(Information)

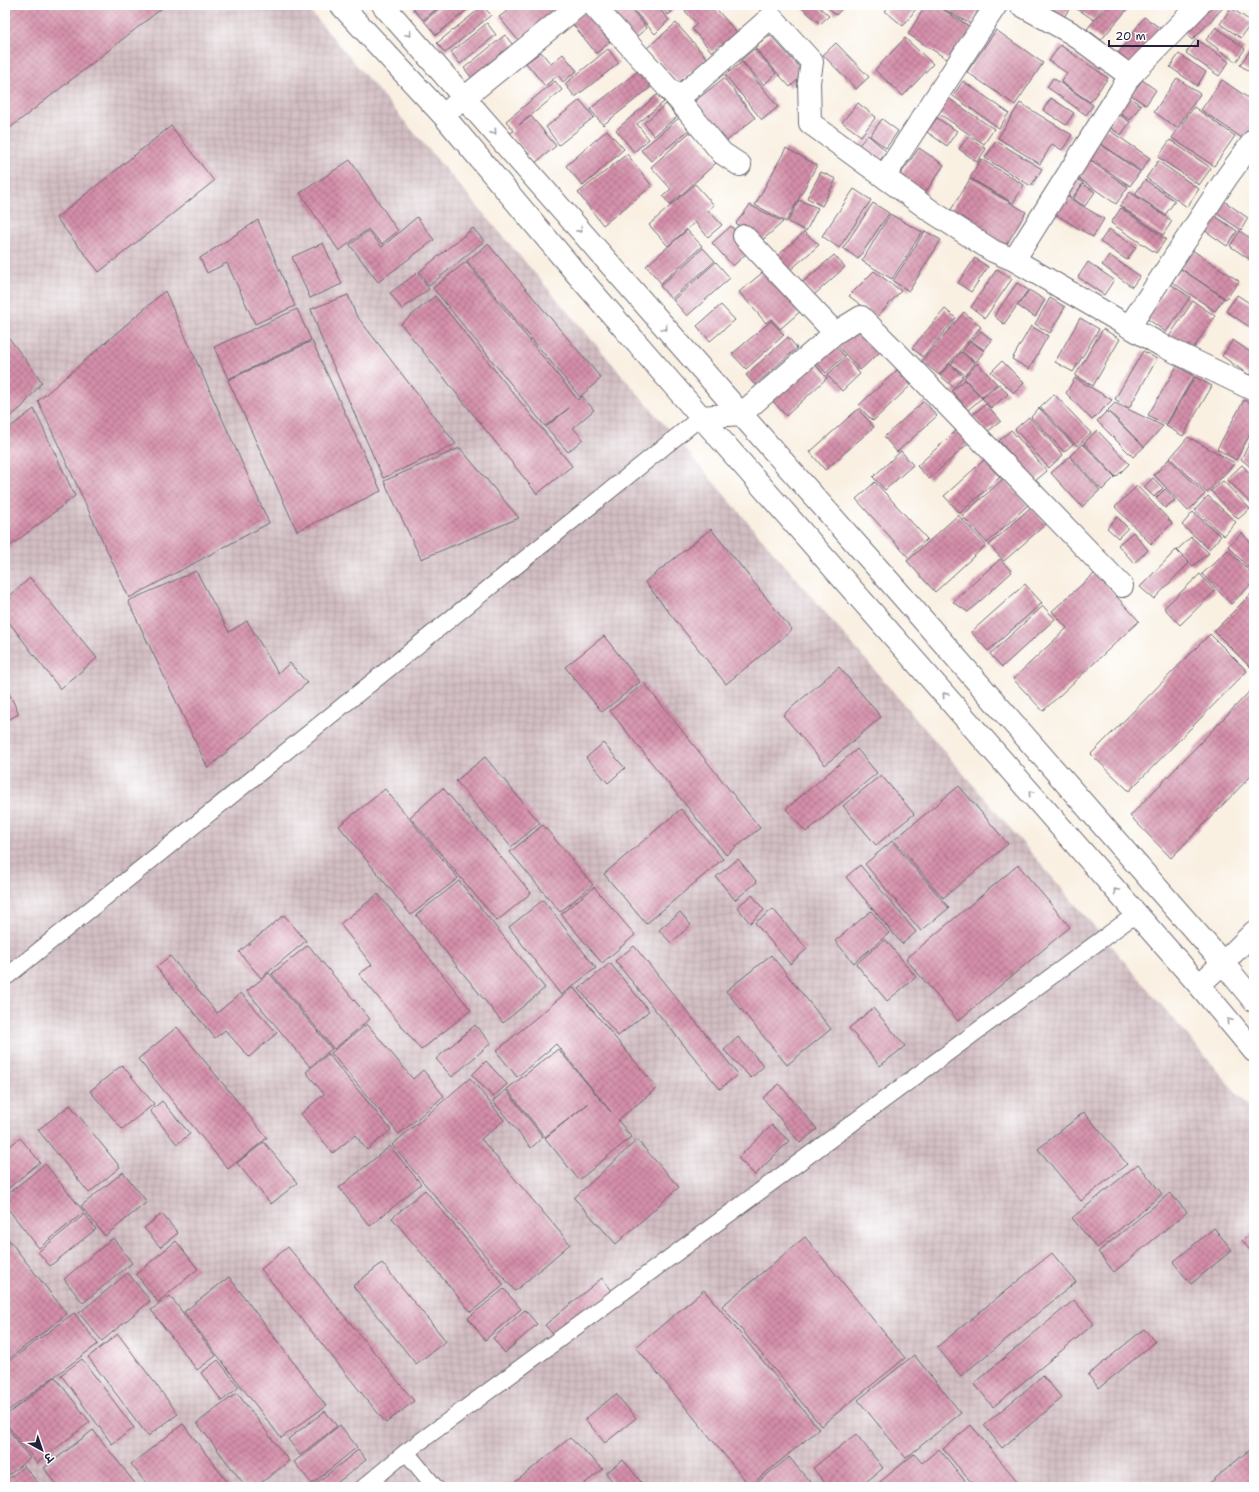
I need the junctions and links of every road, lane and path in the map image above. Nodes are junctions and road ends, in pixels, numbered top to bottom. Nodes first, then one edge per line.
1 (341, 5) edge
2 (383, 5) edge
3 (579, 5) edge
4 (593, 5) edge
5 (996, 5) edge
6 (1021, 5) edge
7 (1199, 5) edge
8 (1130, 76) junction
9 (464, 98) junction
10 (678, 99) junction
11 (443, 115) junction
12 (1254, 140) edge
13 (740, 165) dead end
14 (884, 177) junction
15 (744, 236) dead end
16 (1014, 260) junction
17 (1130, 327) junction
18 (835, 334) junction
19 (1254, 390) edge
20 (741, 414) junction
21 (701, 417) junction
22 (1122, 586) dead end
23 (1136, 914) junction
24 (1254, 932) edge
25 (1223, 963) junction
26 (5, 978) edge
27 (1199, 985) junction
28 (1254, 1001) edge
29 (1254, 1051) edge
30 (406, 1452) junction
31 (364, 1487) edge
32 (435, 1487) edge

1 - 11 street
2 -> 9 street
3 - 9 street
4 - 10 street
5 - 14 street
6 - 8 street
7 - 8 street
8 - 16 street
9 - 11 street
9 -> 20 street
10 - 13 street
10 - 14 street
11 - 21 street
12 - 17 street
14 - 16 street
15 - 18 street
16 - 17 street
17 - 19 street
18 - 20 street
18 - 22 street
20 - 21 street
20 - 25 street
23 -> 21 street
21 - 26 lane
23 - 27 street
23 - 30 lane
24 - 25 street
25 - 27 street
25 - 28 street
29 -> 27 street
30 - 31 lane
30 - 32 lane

(End Information)

▶ [Description of the task]
Omit the pictures, then give every record back exactly as it stands.

▶ [Result for this exercise]
I need the junctions and links of every road, lane and path in the map image above. Nodes are junctions and road ends, in pixels, numbered top to bottom. Nodes first, then one edge per line.
1 (341, 5) edge
2 (383, 5) edge
3 (579, 5) edge
4 (593, 5) edge
5 (996, 5) edge
6 (1021, 5) edge
7 (1199, 5) edge
8 (1130, 76) junction
9 (464, 98) junction
10 (678, 99) junction
11 (443, 115) junction
12 (1254, 140) edge
13 (740, 165) dead end
14 (884, 177) junction
15 (744, 236) dead end
16 (1014, 260) junction
17 (1130, 327) junction
18 (835, 334) junction
19 (1254, 390) edge
20 (741, 414) junction
21 (701, 417) junction
22 (1122, 586) dead end
23 (1136, 914) junction
24 (1254, 932) edge
25 (1223, 963) junction
26 (5, 978) edge
27 (1199, 985) junction
28 (1254, 1001) edge
29 (1254, 1051) edge
30 (406, 1452) junction
31 (364, 1487) edge
32 (435, 1487) edge

1 - 11 street
2 -> 9 street
3 - 9 street
4 - 10 street
5 - 14 street
6 - 8 street
7 - 8 street
8 - 16 street
9 - 11 street
9 -> 20 street
10 - 13 street
10 - 14 street
11 - 21 street
12 - 17 street
14 - 16 street
15 - 18 street
16 - 17 street
17 - 19 street
18 - 20 street
18 - 22 street
20 - 21 street
20 - 25 street
23 -> 21 street
21 - 26 lane
23 - 27 street
23 - 30 lane
24 - 25 street
25 - 27 street
25 - 28 street
29 -> 27 street
30 - 31 lane
30 - 32 lane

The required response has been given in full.